• [Input data]:
BEGIN

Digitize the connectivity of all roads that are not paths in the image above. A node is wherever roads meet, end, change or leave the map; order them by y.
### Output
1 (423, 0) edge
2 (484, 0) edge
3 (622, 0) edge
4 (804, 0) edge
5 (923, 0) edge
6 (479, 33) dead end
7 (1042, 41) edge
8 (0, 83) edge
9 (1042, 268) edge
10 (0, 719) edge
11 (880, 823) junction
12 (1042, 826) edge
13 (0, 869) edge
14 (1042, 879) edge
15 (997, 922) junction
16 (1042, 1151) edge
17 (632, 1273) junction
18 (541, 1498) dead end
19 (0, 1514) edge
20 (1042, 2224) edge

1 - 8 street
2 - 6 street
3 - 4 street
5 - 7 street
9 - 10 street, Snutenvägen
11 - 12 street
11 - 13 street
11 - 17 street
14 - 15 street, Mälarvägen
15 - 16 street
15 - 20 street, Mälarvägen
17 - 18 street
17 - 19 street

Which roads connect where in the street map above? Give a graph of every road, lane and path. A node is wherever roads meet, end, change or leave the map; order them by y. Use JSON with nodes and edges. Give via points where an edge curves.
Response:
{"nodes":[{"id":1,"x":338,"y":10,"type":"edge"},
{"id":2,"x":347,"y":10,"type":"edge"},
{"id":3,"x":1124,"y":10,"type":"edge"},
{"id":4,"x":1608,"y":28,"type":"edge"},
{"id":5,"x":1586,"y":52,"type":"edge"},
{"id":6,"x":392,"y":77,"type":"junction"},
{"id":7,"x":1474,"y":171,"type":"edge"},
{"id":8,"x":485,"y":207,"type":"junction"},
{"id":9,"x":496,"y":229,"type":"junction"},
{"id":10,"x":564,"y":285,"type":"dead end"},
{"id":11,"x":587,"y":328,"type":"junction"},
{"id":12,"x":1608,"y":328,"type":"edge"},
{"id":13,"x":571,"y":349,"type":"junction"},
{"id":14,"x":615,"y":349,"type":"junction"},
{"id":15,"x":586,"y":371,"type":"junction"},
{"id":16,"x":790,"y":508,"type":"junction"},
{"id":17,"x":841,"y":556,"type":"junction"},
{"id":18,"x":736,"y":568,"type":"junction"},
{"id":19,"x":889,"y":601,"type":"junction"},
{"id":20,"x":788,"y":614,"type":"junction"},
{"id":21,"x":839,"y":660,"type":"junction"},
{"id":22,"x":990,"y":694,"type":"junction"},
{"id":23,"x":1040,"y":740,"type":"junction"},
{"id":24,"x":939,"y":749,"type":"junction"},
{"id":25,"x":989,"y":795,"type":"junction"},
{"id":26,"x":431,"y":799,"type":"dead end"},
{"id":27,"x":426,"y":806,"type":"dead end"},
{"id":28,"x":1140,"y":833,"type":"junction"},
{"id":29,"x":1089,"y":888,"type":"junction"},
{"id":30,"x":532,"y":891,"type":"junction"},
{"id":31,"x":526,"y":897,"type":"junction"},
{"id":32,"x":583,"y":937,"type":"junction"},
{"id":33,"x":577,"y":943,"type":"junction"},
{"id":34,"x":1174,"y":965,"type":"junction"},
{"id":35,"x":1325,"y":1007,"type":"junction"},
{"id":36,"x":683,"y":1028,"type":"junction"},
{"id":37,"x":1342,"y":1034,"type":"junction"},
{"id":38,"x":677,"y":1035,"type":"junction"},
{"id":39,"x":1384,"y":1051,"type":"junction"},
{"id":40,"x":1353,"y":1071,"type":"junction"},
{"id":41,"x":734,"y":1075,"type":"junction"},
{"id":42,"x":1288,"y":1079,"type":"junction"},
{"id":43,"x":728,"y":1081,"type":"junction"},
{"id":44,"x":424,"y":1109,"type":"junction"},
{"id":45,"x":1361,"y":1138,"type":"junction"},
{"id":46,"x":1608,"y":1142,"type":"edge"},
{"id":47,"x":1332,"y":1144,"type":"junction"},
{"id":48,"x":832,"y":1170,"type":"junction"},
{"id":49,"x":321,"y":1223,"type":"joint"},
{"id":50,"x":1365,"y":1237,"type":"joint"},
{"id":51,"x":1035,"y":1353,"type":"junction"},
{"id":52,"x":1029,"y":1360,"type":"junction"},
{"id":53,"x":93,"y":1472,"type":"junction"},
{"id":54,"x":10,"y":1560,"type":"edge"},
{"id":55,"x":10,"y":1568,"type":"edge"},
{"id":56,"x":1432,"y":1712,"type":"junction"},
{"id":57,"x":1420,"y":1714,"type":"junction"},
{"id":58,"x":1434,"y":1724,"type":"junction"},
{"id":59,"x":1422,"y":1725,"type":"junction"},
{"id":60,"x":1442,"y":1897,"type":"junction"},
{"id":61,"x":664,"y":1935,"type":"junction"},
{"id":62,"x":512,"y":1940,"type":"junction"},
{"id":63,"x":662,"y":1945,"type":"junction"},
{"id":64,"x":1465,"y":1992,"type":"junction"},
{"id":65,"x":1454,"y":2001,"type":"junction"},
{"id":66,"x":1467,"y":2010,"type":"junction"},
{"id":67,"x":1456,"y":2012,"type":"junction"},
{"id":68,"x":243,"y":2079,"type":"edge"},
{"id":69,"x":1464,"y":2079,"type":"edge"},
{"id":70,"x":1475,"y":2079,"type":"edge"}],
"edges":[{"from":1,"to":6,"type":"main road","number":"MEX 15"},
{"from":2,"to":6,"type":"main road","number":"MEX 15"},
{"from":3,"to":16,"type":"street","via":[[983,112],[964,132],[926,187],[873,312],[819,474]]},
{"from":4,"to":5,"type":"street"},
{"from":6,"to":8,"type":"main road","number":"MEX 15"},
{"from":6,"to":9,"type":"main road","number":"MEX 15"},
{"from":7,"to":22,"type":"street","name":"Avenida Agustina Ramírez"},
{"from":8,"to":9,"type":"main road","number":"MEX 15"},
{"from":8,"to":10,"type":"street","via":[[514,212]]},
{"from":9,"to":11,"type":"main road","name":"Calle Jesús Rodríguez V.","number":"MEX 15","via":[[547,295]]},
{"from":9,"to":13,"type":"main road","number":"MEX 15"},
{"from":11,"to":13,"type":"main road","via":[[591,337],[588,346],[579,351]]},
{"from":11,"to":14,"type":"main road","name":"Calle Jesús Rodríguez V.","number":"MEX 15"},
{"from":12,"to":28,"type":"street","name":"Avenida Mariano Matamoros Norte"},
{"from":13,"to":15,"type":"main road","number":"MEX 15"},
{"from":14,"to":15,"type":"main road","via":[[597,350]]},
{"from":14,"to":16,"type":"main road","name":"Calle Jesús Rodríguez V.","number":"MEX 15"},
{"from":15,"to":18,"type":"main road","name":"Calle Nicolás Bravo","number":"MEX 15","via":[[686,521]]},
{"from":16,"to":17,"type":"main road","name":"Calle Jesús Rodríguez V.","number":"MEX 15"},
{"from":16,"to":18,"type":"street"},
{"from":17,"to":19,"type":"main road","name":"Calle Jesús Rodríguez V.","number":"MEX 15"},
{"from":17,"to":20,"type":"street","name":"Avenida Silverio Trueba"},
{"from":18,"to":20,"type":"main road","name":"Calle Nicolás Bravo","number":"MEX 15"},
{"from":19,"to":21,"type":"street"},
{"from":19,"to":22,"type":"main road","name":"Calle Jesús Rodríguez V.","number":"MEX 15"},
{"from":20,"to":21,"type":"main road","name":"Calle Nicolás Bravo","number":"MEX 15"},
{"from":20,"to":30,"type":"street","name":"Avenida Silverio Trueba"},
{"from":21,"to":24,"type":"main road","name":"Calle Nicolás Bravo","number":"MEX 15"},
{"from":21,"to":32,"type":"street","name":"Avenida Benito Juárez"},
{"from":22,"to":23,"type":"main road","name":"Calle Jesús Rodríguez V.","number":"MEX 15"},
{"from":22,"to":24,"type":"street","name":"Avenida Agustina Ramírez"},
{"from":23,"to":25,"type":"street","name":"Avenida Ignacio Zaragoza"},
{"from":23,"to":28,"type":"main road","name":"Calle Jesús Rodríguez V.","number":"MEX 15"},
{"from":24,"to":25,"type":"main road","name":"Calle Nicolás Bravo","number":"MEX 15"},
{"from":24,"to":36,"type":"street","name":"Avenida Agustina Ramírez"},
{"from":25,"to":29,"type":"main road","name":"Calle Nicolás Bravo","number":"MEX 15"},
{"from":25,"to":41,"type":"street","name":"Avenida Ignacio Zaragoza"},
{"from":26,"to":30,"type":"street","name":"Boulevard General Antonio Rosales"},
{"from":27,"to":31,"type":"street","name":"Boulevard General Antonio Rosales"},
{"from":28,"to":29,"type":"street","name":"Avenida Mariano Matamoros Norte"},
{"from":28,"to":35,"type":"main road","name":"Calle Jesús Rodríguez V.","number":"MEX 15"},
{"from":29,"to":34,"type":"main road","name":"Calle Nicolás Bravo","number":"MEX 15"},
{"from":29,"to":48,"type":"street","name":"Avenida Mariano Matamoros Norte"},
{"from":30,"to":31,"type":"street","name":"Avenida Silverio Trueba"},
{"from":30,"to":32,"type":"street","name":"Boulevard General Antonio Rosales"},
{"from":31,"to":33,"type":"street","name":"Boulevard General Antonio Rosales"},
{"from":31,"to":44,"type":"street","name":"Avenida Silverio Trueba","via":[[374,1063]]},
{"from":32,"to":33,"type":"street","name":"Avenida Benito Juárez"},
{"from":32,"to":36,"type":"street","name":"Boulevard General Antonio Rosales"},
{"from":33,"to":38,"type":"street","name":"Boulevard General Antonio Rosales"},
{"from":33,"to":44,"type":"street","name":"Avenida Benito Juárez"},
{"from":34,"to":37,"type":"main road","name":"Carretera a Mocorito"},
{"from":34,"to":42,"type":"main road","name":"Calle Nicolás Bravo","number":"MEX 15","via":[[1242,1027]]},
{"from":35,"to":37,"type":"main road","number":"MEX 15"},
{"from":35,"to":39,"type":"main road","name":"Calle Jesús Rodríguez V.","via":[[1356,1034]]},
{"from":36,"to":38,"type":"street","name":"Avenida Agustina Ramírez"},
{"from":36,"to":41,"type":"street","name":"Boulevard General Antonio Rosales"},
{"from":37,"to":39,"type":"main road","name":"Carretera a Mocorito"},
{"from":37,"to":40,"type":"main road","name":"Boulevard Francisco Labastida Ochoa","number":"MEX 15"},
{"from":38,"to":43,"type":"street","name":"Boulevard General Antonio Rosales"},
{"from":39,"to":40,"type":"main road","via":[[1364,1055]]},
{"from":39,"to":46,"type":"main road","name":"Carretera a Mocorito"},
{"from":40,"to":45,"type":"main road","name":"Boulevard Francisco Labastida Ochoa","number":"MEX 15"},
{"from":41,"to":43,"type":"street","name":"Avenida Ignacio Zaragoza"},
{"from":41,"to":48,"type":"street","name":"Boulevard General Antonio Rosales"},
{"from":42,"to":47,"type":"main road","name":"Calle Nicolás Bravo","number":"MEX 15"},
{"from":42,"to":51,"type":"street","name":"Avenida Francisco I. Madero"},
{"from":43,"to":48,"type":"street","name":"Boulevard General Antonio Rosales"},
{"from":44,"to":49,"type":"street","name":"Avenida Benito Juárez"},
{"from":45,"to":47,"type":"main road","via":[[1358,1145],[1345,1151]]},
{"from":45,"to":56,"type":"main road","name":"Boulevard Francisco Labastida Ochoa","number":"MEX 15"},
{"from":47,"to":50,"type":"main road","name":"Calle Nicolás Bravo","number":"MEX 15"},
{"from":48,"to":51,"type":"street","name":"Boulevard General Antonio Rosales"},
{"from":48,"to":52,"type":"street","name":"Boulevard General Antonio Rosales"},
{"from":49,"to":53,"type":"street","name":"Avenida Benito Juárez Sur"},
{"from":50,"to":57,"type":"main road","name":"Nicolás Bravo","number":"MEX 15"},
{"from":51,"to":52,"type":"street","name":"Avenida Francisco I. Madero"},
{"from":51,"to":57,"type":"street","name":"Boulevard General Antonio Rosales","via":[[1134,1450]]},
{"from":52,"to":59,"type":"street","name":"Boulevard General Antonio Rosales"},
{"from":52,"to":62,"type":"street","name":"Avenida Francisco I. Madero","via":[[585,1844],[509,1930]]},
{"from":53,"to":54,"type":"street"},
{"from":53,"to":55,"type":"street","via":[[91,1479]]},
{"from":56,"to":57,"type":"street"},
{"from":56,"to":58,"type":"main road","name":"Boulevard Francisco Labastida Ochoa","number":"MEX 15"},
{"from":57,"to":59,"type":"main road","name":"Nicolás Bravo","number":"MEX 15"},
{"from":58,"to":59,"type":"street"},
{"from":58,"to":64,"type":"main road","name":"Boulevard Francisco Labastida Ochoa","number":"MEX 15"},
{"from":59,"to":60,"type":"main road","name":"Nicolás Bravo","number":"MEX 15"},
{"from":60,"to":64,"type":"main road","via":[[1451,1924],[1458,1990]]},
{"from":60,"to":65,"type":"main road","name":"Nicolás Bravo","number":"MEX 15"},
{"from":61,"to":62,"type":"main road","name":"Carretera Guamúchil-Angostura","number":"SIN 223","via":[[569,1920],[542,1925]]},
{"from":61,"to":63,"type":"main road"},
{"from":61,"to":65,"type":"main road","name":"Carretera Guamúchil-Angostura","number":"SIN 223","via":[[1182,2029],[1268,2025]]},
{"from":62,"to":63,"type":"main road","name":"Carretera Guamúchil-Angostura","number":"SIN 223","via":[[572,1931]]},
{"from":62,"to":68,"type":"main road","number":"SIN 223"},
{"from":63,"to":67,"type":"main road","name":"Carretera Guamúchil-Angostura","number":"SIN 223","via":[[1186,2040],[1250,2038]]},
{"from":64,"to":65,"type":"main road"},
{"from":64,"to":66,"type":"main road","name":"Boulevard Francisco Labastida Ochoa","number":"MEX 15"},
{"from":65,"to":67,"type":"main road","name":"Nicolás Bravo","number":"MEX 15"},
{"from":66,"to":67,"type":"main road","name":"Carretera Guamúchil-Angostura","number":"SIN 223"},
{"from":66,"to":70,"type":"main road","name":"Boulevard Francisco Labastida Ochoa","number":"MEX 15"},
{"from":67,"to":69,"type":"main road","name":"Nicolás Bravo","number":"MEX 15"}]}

END

• [Problem description]:
Print the records above verbatim from their first line to the line containing "Which roads connect", both included, and stop there.

• [Task output]:
Digitize the connectivity of all roads that are not paths in the image above. A node is wherever roads meet, end, change or leave the map; order them by y.
### Output
1 (423, 0) edge
2 (484, 0) edge
3 (622, 0) edge
4 (804, 0) edge
5 (923, 0) edge
6 (479, 33) dead end
7 (1042, 41) edge
8 (0, 83) edge
9 (1042, 268) edge
10 (0, 719) edge
11 (880, 823) junction
12 (1042, 826) edge
13 (0, 869) edge
14 (1042, 879) edge
15 (997, 922) junction
16 (1042, 1151) edge
17 (632, 1273) junction
18 (541, 1498) dead end
19 (0, 1514) edge
20 (1042, 2224) edge

1 - 8 street
2 - 6 street
3 - 4 street
5 - 7 street
9 - 10 street, Snutenvägen
11 - 12 street
11 - 13 street
11 - 17 street
14 - 15 street, Mälarvägen
15 - 16 street
15 - 20 street, Mälarvägen
17 - 18 street
17 - 19 street

Which roads connect where in the street map above? Give a graph of every road, lane and path. A node is wherever roads meet, end, change or leave the map; order them by y. Use JSON with nodes and edges. Give via points where an edge curves.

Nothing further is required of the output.